My best friend (since the 9th grade) passed away unexpectedly at 34 years of age. 

My marriage was falling apart, and while I have a few good friends where I live now, I was still missing something. 

An outlet. A place where I could be me- free of judgement on how fat or skinny I am, how pissed off at the world I sound, or why I'm excited because I found a bag of Cheetos on sale. I'm not a crazy coupon mom, and while I might post a recipe or two, this blog is not for that. 

Primarily, it's for me. To help me through this slump, and to help me find my voice again. 

It's for my kids- so that they can experience all of the fun things it is to be a kid of a bloggy mom. 

It's for my fans. Because once upon a time I had a shit ton of them, too. 

And it's for other women. Maybe they can read my stories, or experiences, or reviews, or whatever and relate. Know they're not alone, and they're not completely bat shit for feeling the way that they do.. about life.. about grief.. about parenting.. about everything. 
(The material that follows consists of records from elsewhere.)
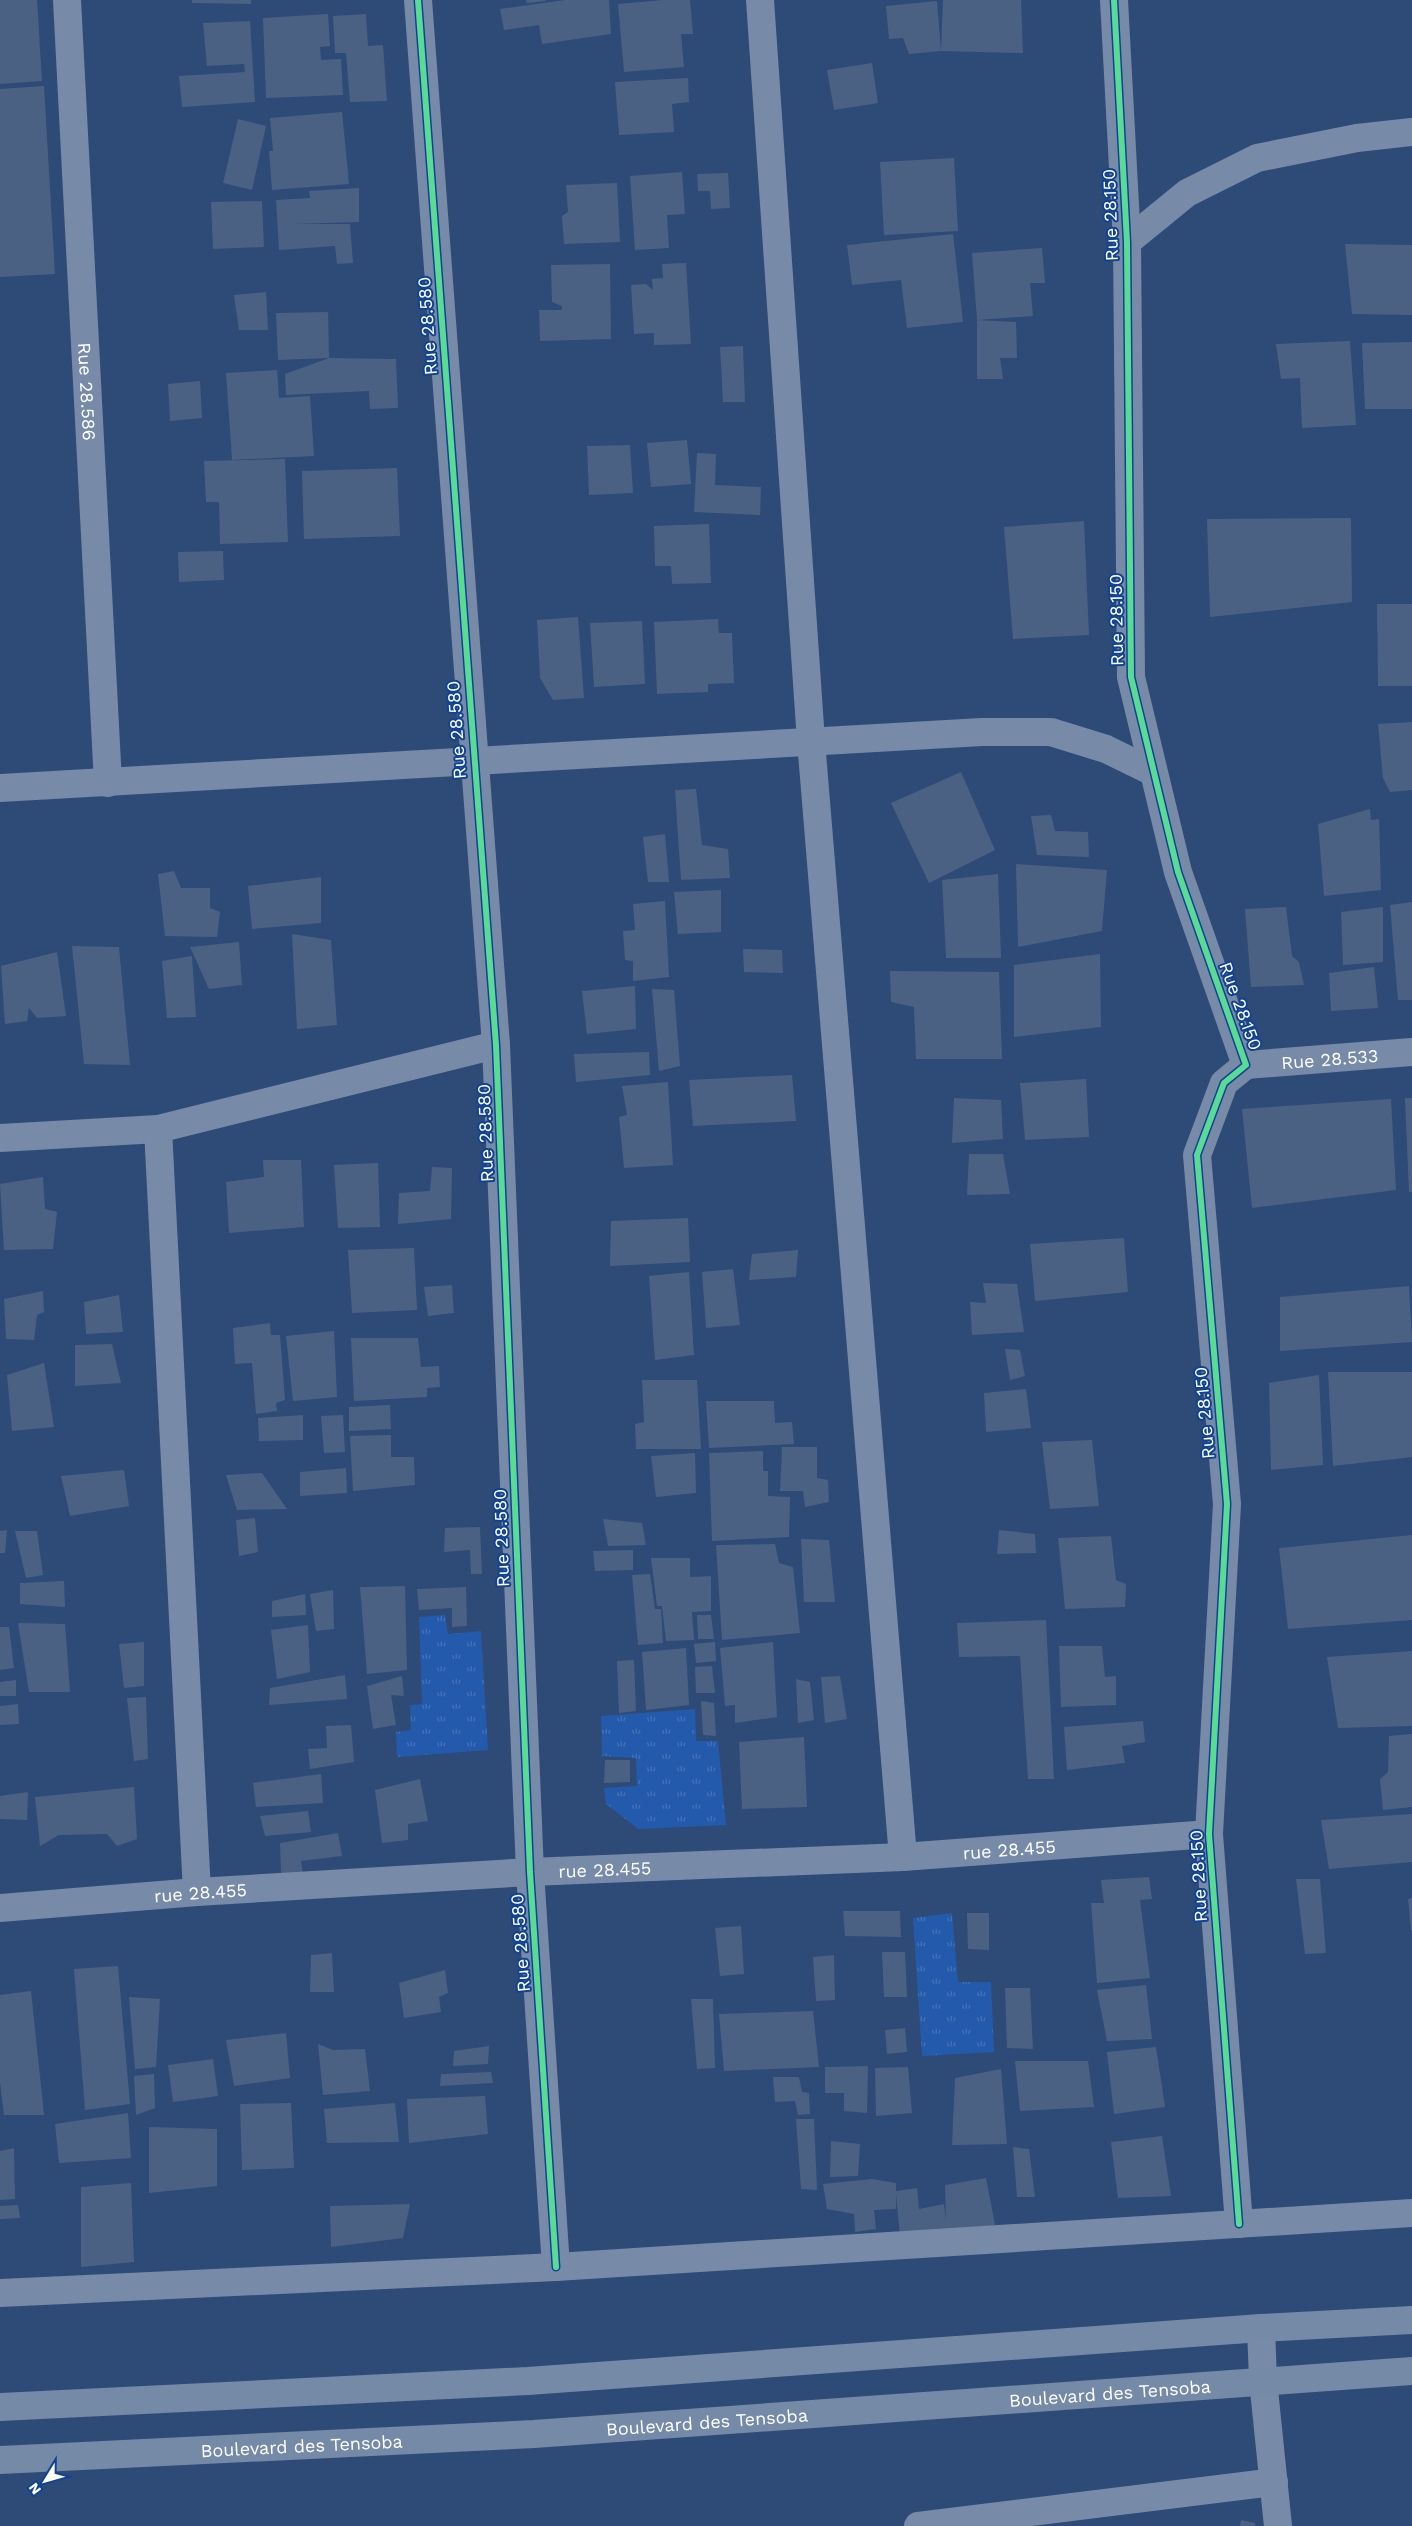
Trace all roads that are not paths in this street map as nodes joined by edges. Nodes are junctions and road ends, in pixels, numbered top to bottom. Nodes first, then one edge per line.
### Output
1 (67, 0) edge
2 (418, 0) edge
3 (760, 0) edge
4 (1114, 0) edge
5 (1412, 132) edge
6 (1127, 242) junction
7 (811, 740) junction
8 (474, 761) junction
9 (1153, 772) junction
10 (108, 784) junction
11 (0, 788) edge
12 (496, 1045) junction
13 (1412, 1052) edge
14 (1246, 1064) junction
15 (158, 1129) junction
16 (0, 1138) edge
17 (1209, 1834) junction
18 (903, 1857) junction
19 (530, 1872) junction
20 (197, 1892) junction
21 (0, 1908) edge
22 (1412, 2213) edge
23 (1239, 2224) junction
24 (556, 2267) junction
25 (0, 2293) edge
26 (1412, 2320) edge
27 (1261, 2328) junction
28 (1412, 2371) edge
29 (1263, 2380) junction
30 (0, 2408) edge
31 (0, 2460) edge
32 (1274, 2482) junction
33 (918, 2526) edge
34 (1278, 2526) edge

1 - 10 street, Rue 28.586
2 - 8 street, Rue 28.580
3 - 7 street
4 - 6 street, Rue 28.150
5 - 6 street
6 - 9 street, Rue 28.150
7 - 8 street
7 - 9 street
7 - 18 street
8 - 10 street
8 - 12 street, Rue 28.580
9 - 14 street, Rue 28.150
10 - 11 street
12 - 15 street
12 - 19 street, Rue 28.580
13 - 14 street, Rue 28.533
14 - 17 street, Rue 28.150
15 - 16 street
15 - 20 street
17 - 18 street, rue 28.455
17 - 23 street, Rue 28.150
18 - 19 street, rue 28.455
19 - 20 street, rue 28.455
19 - 24 street, Rue 28.580
20 - 21 street, rue 28.455
22 - 23 street
23 - 24 street
24 - 25 street
26 - 27 main road
27 - 29 street
27 - 30 main road
28 - 29 main road, Boulevard des Tensoba
29 - 31 main road, Boulevard des Tensoba
29 - 32 street
32 - 33 street
32 - 34 street

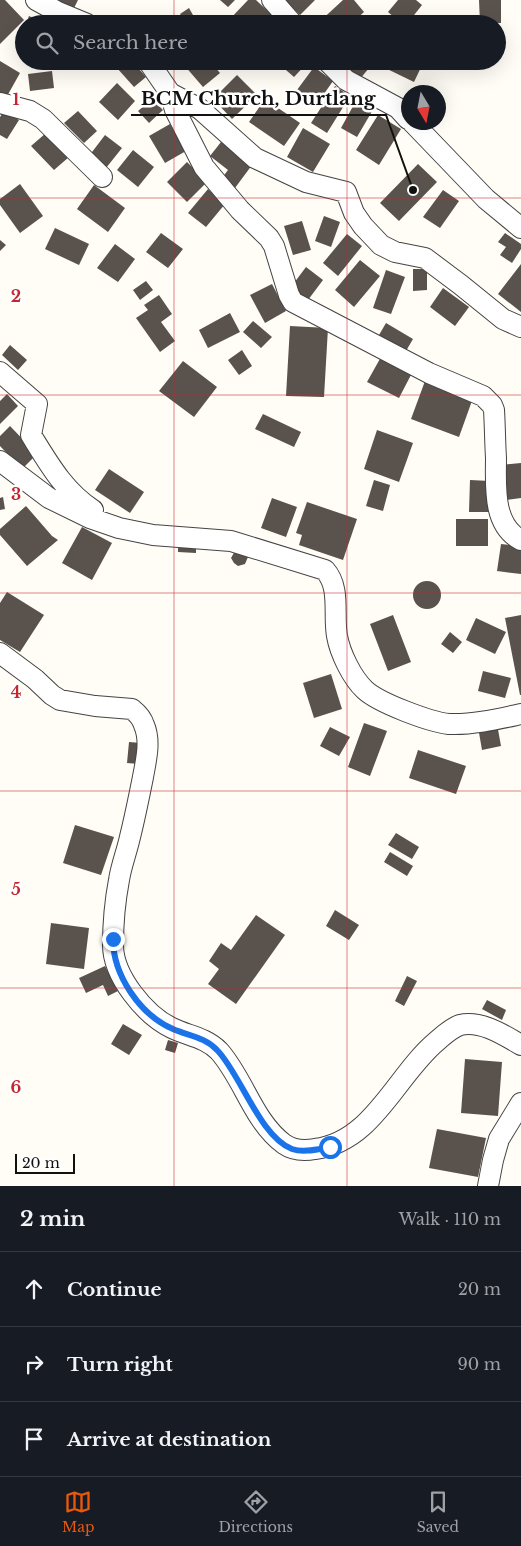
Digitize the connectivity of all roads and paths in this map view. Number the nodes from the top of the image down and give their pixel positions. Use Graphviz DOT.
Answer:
graph roads {
  1 [pos="36,0"];
  2 [pos="272,0"];
  3 [pos="65,15"];
  4 [pos="284,15"];
  5 [pos="154,70"];
  6 [pos="336,70"];
  7 [pos="170,93"];
  8 [pos="0,103"];
  9 [pos="401,111"];
  10 [pos="420,130"];
  11 [pos="102,177"];
  12 [pos="521,228"];
  13 [pos="521,326"];
  14 [pos="0,372"];
  15 [pos="0,461"];
  16 [pos="119,528"];
  17 [pos="521,540"];
  18 [pos="0,653"];
  19 [pos="521,714"];
  20 [pos="521,1045"];
  21 [pos="521,1103"];
  22 [pos="488,1186"];
  1 -- 3 [label="street"];
  2 -- 4 [label="street"];
  5 -- 7 [label="street"];
  6 -- 9 [label="street"];
  7 -- 13 [label="street"];
  7 -- 17 [label="street"];
  8 -- 11 [label="street"];
  10 -- 12 [label="street"];
  14 -- 16 [label="street"];
  15 -- 16 [label="street"];
  16 -- 19 [label="street"];
  18 -- 20 [label="street"];
  21 -- 22 [label="street"];
}
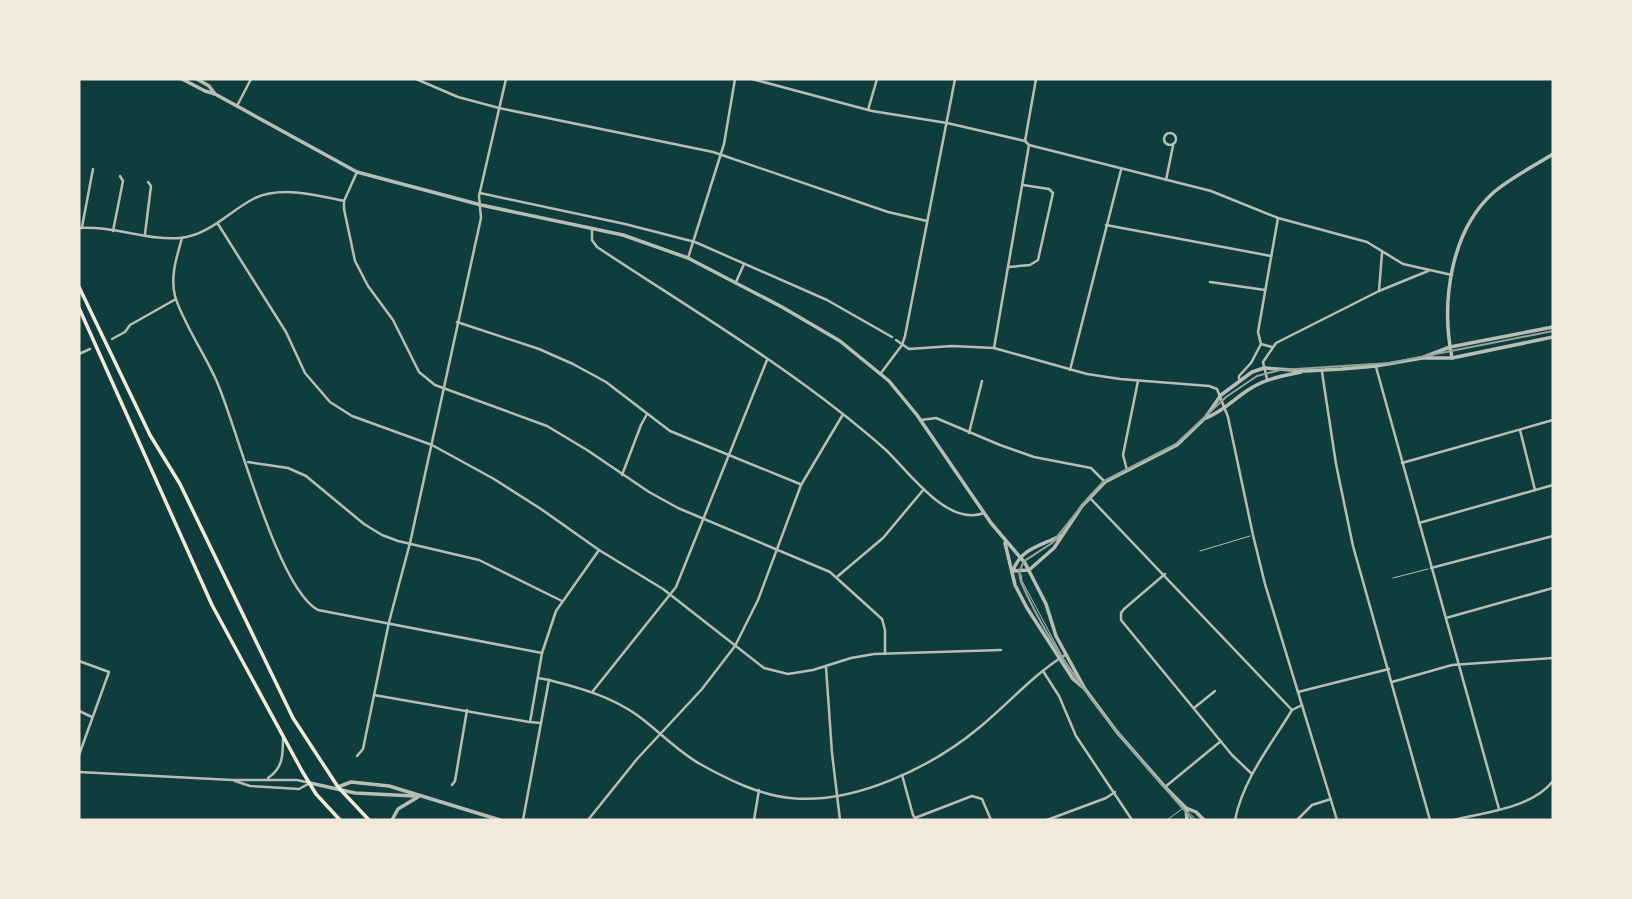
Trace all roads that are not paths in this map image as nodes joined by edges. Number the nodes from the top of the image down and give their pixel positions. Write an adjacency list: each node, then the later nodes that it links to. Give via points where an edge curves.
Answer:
1 (182, 79): 11 (street)
2 (197, 79): 11 (street)
3 (251, 79): 12 (street)
4 (416, 79): 13 (street)
5 (506, 79): 13 (street)
6 (735, 79): 20 (street)
7 (752, 79): 14 (street)
8 (877, 79): 14 (street)
9 (955, 79): 15 (street)
10 (1036, 79): 16 (street)
11 (215, 93): 12 (street)
12 (237, 106): 23 (street)
13 (499, 108): 20 (street); 28 (street)
14 (868, 110): 15 (street)
15 (947, 123): 16 (street); 32 (street)
16 (1025, 141): 17 (street)
17 (1029, 145): 22 (street); 27 (street)
18 (1173, 145): 25 (street)
19 (1553, 154): 47 (street, via 1495,191 1475,212)
20 (720, 155): 32 (street, via 888,212); 40 (street)
21 (93, 169): 35 (street)
22 (1121, 169): 25 (street); 34 (street)
23 (357, 172): 29 (street); 30 (street)
24 (120, 176): 37 (street, via 123,181)
25 (1166, 180): 31 (street, via 1211,191)
26 (148, 182): 38 (street)
27 (1023, 185): 45 (street); 45 (street, via 1053,193 1038,260)
28 (480, 193): 30 (street); 40 (street)
29 (344, 201): 33 (street, via 290,193 263,195); 81 (street, via 361,276 393,320 419,372)
30 (481, 205): 36 (street); 55 (street)
31 (1278, 218): 41 (street, via 1367,242); 42 (street)
32 (927, 220): 62 (street)
33 (218, 224): 39 (street); 91 (street, via 315,387 352,416)
34 (1106, 225): 42 (street); 73 (street)
35 (80, 228): 37 (street)
36 (593, 228): 43 (street); 70 (street, via 597,247)
37 (114, 231): 38 (street)
38 (145, 234): 39 (street)
39 (182, 238): 53 (street, via 173,276)
40 (695, 242): 43 (street); 44 (street)
41 (1382, 253): 46 (street); 52 (street)
42 (1270, 256): 51 (street)
43 (688, 258): 48 (street)
44 (744, 264): 48 (street); 57 (street, via 827,300)
45 (1009, 267): 65 (street)
46 (1428, 271): 47 (street); 52 (street)
47 (1452, 275): 64 (street)
48 (736, 282): 76 (street, via 831,335)
49 (1210, 282): 51 (street)
50 (79, 287): 169 (main road, via 293,718)
51 (1265, 290): 61 (street, via 1258,332)
52 (1379, 291): 63 (street)
53 (176, 299): 59 (street); 93 (street, via 218,384)
54 (79, 308): 156 (main road, via 212,605)
55 (457, 322): 81 (street); 84 (street, via 573,364 606,382)
56 (1553, 327): 64 (street)
57 (892, 337)
58 (1553, 337): 69 (street)
59 (112, 339)
60 (896, 340): 62 (street)
61 (1261, 344): 63 (street); 77 (street)
62 (902, 345): 65 (street, via 915,350); 76 (street)
63 (1272, 346): 72 (street)
64 (1450, 347): 68 (street); 69 (street)
65 (995, 348): 73 (street)
66 (90, 349): 67 (street)
67 (79, 354)
68 (1422, 358): 69 (street); 71 (street)
69 (1452, 358)
70 (767, 359): 85 (street); 92 (street)
71 (1376, 366): 74 (street); 94 (street)
72 (1264, 368): 75 (street); 77 (street); 78 (street)
73 (1070, 370): 80 (street)
74 (1322, 370): 75 (street); 137 (street, via 1353,546)
75 (1306, 371): 78 (street)
76 (881, 373): 87 (street)
77 (1240, 379): 82 (street)
78 (1268, 379): 83 (street)
79 (982, 381): 90 (street)
80 (1138, 381): 82 (street, via 1209,386); 95 (street, via 1124,450)
81 (444, 388): 91 (street); 96 (street, via 547,426)
82 (1220, 395): 83 (street); 86 (street)
83 (1225, 407): 86 (street); 107 (street)
84 (647, 414): 92 (street, via 670,431); 96 (street)
85 (843, 415): 98 (street); 100 (street)
86 (1205, 418): 95 (street, via 1177,445)
87 (921, 420): 90 (street, via 936,418); 103 (street)
88 (1553, 420): 89 (street)
89 (1520, 430): 94 (street); 101 (street)
90 (969, 433): 97 (street, via 1036,457 1091,468)
91 (432, 445): 110 (street); 111 (street, via 541,509)
92 (729, 456): 98 (street); 104 (street)
93 (247, 462): 110 (street, via 296,471 373,530); 127 (street, via 274,544 307,603 318,610)
94 (1402, 463): 105 (street)
95 (1126, 470): 97 (street)
96 (622, 475): 104 (street)
97 (1105, 482): 102 (street)
98 (801, 485): 112 (street)
99 (1553, 485): 101 (street)
100 (924, 489): 103 (street, via 963,514); 121 (street, via 883,538)
101 (1535, 491): 105 (street)
102 (1090, 498): 106 (street); 120 (street)
103 (984, 513): 109 (street)
104 (704, 520): 112 (street); 124 (street)
105 (1419, 523): 116 (street)
106 (1061, 535): 114 (street); 115 (lane); 117 (street, via 1054,548)
107 (1252, 535): 113 (lane); 145 (street)
108 (1553, 536): 116 (street)
109 (1005, 541): 114 (street); 118 (street)
110 (410, 543): 125 (street, via 479,560); 127 (street)
111 (599, 550): 124 (street); 125 (street)
112 (777, 550): 121 (street); 128 (street)
113 (1200, 551)
114 (1021, 556): 115 (street); 118 (street)
115 (1025, 563): 117 (street); 119 (lane)
116 (1431, 568): 122 (lane); 126 (street)
117 (1029, 570): 119 (street); 132 (street)
118 (1013, 571): 119 (street); 132 (street, via 1027,608)
119 (1021, 572): 132 (lane)
120 (1164, 575): 148 (street, via 1124,609 1121,620); 150 (street)
121 (838, 577): 131 (street, via 882,619)
122 (1393, 578)
123 (1553, 588): 126 (street)
124 (671, 595): 128 (street); 143 (street)
125 (562, 601): 130 (street)
126 (1446, 618): 135 (street)
127 (389, 622): 130 (street); 146 (street)
128 (735, 646): 136 (street, via 776,672); 155 (street)
129 (1001, 650): 131 (street)
130 (542, 653): 139 (street)
131 (885, 654): 136 (street)
132 (1063, 657): 138 (street); 142 (street); 142 (street, via 1073,678)
133 (1553, 658): 135 (street)
134 (79, 661): 152 (street, via 109,672)
135 (1459, 665): 141 (street); 176 (street)
136 (826, 666): 172 (street)
137 (1389, 669): 141 (street); 145 (street)
138 (1043, 671): 162 (street, via 958,744); 171 (street, via 1076,736)
139 (538, 678): 140 (street); 153 (street)
140 (549, 680): 143 (street); 154 (street)
141 (1392, 682): 195 (street)
142 (1085, 689): 168 (street)
143 (593, 691): 155 (street)
144 (1215, 691): 148 (street)
145 (1298, 692): 147 (street)
146 (374, 695): 149 (street); 159 (street, via 363,749)
147 (1302, 705): 150 (street); 174 (street)
148 (1194, 708): 157 (street)
149 (467, 710): 153 (street); 167 (street)
150 (1292, 710): 161 (street)
151 (79, 711): 152 (street)
152 (92, 717): 158 (street)
153 (530, 722): 154 (street)
154 (540, 723): 181 (street)
155 (660, 734): 170 (street, via 703,766); 182 (street)
156 (283, 738): 163 (street, via 280,766); 166 (main road)
157 (1221, 741): 161 (street); 168 (street)
158 (79, 755)
159 (357, 756)
160 (79, 772): 164 (street)
161 (1252, 774): 192 (street)
162 (902, 775): 172 (street); 185 (street, via 915,818 972,796 982,799)
163 (267, 779): 164 (street); 166 (street)
164 (232, 780): 166 (street, via 250,786 299,789)
165 (1553, 780): 176 (street, via 1538,793)
166 (310, 783): 169 (street); 177 (main road)
167 (452, 785)
168 (1166, 786): 175 (street)
169 (338, 787): 173 (street, via 355,793); 173 (street, via 351,782 389,786); 178 (main road)
170 (759, 790): 172 (street, via 806,799); 183 (street)
171 (1115, 792): 186 (street); 187 (street)
172 (837, 796): 184 (street)
173 (419, 797): 179 (street, via 398,809); 180 (street)
174 (1331, 799): 193 (street, via 1312,805); 194 (street)
175 (1185, 808): 188 (lane); 189 (street); 190 (lane); 191 (street)
176 (1499, 809): 196 (street)
177 (340, 820)
178 (369, 820)
179 (392, 820)
180 (500, 820)
181 (523, 820)
182 (588, 820)
183 (754, 820)
184 (841, 820)
185 (991, 820)
186 (1048, 820)
187 (1132, 820)
188 (1167, 820)
189 (1187, 820)
190 (1196, 820)
191 (1204, 820)
192 (1235, 820)
193 (1297, 820)
194 (1337, 820)
195 (1430, 820)
196 (1454, 820)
So... hey, I'm Lauren. I've lost myself in the past 2-3 years, and am actively looking for me again. I like books, music, travel, food, movies, wine, booze with the girls from time to time. I don't smoke, and I hate to exercise, even though I really need it, and should exercise more. My favorite place on earth to be is the beach, and while I love the change of seasons, most of the time (until it's 90* in November) I like living in the Tampa Bay area. 

Thank you for joining me on this journey, and I look forward to seeing some comments, so I know I'm not just talking to the walls. Or the computer. Or .. well, you get it.